Every line of the following records that includes "Ohradami" should be copied.

DATASET START

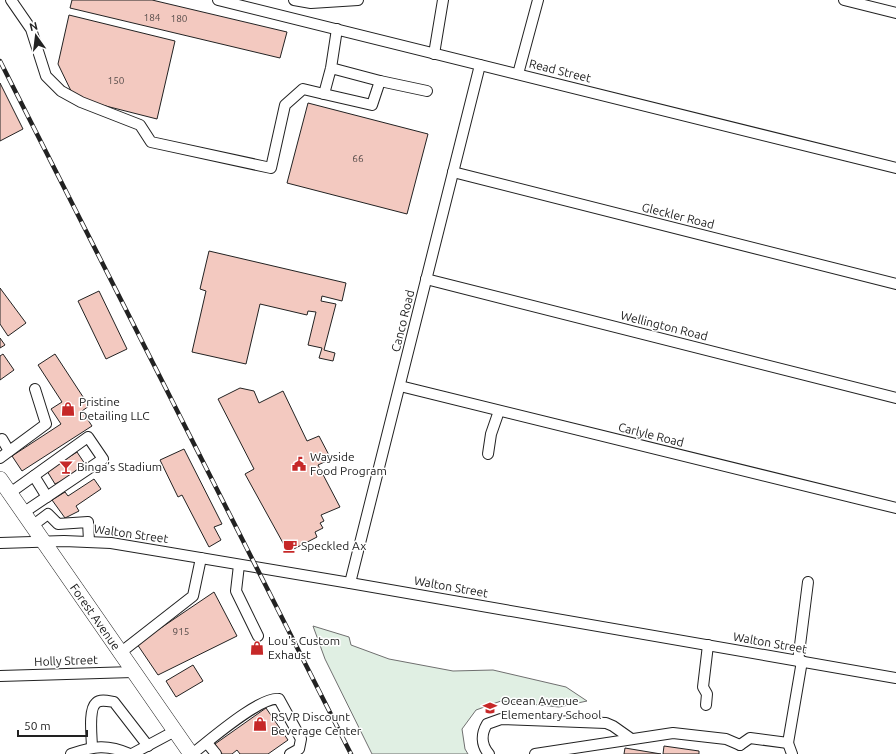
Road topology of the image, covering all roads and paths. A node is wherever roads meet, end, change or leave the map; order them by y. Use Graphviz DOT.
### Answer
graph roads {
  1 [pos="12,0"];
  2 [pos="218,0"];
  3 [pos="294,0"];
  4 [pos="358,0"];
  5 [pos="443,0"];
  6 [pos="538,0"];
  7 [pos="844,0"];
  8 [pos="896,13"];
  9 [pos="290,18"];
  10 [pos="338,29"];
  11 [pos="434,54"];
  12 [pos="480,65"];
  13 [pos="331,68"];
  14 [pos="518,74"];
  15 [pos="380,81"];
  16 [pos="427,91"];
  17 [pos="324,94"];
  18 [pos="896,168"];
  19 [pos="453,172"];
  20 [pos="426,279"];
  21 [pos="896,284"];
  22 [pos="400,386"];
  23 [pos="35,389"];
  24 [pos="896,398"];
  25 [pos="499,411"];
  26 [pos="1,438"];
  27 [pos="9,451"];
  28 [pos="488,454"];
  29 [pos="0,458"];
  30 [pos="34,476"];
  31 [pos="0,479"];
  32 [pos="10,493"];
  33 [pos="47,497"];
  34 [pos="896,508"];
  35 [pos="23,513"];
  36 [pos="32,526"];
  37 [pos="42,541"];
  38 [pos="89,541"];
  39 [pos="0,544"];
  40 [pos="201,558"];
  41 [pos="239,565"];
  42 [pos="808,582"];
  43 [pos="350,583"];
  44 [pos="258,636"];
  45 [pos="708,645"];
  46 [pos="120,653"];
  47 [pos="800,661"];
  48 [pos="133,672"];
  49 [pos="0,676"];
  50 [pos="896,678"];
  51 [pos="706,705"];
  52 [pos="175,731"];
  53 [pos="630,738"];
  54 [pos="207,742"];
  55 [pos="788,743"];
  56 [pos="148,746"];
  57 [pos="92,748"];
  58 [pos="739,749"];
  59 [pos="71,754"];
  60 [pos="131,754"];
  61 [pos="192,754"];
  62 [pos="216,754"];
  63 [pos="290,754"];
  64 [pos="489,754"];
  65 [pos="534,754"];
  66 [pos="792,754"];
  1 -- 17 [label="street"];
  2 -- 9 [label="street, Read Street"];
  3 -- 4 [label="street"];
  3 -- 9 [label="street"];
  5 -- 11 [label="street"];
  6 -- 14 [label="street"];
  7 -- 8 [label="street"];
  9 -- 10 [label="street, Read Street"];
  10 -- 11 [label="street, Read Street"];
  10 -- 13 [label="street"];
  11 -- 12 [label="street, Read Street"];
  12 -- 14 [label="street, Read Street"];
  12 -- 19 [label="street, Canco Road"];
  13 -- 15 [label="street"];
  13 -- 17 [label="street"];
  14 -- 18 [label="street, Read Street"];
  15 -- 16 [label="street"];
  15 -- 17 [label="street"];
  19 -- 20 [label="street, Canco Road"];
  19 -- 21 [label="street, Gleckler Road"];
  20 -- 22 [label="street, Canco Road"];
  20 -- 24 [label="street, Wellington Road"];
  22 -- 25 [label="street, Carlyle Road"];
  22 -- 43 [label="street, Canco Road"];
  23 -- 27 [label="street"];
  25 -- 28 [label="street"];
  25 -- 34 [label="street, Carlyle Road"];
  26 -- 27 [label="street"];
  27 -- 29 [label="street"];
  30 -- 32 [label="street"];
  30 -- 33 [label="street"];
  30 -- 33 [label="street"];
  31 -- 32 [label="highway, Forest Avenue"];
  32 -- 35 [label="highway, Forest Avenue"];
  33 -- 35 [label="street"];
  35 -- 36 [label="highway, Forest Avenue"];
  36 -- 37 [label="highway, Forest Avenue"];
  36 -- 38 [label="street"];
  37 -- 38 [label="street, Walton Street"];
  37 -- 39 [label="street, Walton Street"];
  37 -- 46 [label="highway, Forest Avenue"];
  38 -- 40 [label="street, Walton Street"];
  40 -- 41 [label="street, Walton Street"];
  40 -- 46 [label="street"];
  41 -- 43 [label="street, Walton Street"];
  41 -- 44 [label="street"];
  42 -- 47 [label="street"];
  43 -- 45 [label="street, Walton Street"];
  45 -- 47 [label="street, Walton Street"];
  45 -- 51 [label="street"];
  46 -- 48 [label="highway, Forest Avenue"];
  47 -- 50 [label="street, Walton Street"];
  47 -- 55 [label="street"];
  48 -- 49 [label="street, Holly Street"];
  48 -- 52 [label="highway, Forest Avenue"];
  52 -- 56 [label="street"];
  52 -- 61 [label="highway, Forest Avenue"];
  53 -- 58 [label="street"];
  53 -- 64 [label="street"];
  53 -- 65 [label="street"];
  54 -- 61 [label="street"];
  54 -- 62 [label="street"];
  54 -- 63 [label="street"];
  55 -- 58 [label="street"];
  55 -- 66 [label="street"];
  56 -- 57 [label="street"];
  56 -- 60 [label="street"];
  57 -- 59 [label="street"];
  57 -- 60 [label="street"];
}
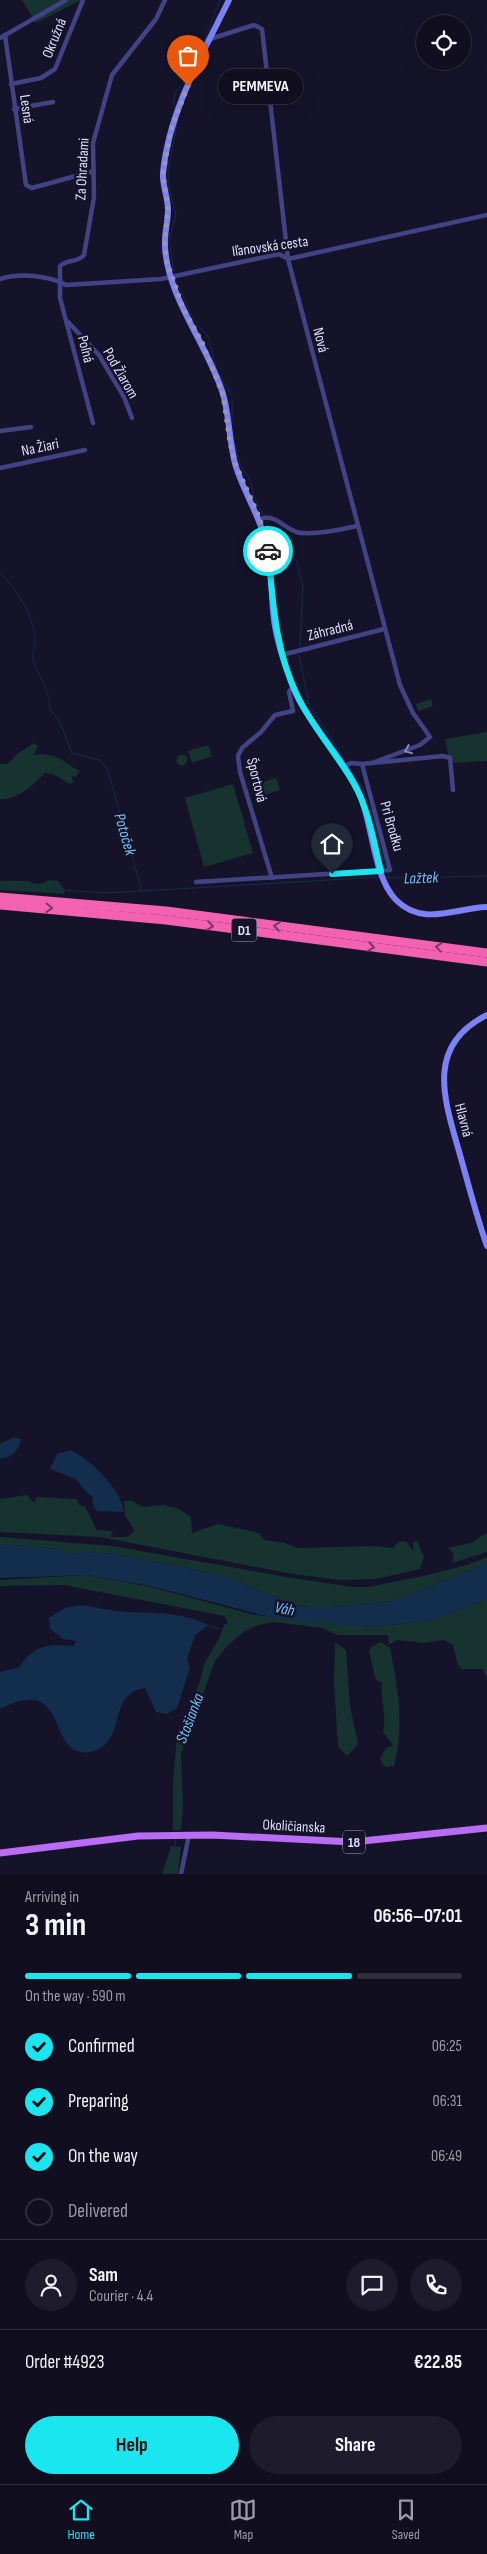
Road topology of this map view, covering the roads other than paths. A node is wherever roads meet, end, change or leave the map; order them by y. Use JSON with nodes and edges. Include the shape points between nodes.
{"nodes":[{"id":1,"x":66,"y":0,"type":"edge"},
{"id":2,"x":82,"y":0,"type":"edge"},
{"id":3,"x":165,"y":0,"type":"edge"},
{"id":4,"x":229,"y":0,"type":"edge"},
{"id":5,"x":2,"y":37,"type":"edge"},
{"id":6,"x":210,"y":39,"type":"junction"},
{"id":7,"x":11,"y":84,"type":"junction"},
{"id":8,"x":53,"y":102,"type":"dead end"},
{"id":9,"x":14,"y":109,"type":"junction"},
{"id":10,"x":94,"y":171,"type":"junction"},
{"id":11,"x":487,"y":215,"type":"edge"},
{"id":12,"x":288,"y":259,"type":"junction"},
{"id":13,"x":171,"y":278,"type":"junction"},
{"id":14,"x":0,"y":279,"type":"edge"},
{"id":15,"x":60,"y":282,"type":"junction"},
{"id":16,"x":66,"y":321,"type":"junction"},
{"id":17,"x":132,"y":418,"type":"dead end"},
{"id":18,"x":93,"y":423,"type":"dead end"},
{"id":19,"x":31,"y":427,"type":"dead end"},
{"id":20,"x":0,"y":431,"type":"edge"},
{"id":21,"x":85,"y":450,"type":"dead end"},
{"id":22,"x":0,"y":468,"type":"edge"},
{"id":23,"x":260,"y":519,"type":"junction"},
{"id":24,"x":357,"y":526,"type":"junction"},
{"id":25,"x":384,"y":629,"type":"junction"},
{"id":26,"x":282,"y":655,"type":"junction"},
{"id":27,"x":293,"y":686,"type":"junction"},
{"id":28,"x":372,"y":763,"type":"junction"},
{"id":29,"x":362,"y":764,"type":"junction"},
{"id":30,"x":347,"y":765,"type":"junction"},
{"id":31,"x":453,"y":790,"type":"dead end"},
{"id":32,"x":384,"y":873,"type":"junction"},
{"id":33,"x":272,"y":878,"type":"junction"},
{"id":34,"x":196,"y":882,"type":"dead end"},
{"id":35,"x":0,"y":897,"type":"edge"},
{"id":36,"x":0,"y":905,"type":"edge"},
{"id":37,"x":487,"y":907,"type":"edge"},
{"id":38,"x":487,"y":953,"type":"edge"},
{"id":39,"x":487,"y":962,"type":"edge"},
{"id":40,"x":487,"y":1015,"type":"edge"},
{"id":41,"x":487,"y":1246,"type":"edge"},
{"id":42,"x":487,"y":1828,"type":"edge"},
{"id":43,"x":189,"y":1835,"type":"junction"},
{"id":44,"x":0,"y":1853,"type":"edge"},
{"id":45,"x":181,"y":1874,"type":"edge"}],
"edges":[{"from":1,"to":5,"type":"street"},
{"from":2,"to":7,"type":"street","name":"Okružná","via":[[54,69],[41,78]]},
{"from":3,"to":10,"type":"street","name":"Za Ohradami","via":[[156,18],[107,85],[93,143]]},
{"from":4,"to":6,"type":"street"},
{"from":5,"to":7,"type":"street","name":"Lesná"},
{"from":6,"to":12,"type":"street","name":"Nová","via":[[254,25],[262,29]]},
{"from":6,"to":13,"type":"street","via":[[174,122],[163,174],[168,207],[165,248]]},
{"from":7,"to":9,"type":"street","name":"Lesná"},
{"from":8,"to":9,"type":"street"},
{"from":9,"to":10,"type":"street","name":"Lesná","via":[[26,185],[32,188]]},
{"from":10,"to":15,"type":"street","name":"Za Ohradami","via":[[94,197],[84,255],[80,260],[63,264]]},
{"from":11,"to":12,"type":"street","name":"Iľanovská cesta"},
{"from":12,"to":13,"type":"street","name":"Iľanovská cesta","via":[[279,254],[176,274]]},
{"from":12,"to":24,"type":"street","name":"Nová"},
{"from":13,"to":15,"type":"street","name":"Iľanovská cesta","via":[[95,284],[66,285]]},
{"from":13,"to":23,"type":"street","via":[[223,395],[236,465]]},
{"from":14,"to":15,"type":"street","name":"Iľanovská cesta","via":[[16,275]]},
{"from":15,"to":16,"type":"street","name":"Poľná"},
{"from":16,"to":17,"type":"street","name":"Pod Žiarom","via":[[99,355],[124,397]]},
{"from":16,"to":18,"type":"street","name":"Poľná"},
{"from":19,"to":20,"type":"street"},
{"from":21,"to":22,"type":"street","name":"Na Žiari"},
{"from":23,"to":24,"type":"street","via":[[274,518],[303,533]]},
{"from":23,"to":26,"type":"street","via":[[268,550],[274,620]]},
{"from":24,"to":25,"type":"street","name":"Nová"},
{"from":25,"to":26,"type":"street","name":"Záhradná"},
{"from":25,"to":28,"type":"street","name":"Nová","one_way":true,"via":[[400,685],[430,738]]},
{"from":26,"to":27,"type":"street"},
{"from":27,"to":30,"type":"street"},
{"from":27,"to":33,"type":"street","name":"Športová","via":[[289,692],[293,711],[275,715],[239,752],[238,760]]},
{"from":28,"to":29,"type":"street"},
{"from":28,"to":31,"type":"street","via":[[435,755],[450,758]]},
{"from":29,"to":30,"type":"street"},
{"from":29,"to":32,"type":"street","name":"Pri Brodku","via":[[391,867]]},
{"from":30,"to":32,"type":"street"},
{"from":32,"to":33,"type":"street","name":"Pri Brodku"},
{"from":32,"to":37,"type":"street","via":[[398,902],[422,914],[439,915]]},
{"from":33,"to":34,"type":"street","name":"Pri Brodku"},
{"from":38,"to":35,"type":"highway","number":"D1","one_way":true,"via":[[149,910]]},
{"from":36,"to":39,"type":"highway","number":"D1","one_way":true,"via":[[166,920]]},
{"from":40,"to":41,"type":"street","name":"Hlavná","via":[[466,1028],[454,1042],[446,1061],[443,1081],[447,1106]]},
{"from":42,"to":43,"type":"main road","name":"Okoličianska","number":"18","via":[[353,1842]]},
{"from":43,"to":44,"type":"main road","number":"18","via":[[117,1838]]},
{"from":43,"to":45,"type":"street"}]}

DATASET END

TASK RESPONSE:
{"from":3,"to":10,"type":"street","name":"Za Ohradami","via":[[156,18],[107,85],[93,143]]},
{"from":10,"to":15,"type":"street","name":"Za Ohradami","via":[[94,197],[84,255],[80,260],[63,264]]},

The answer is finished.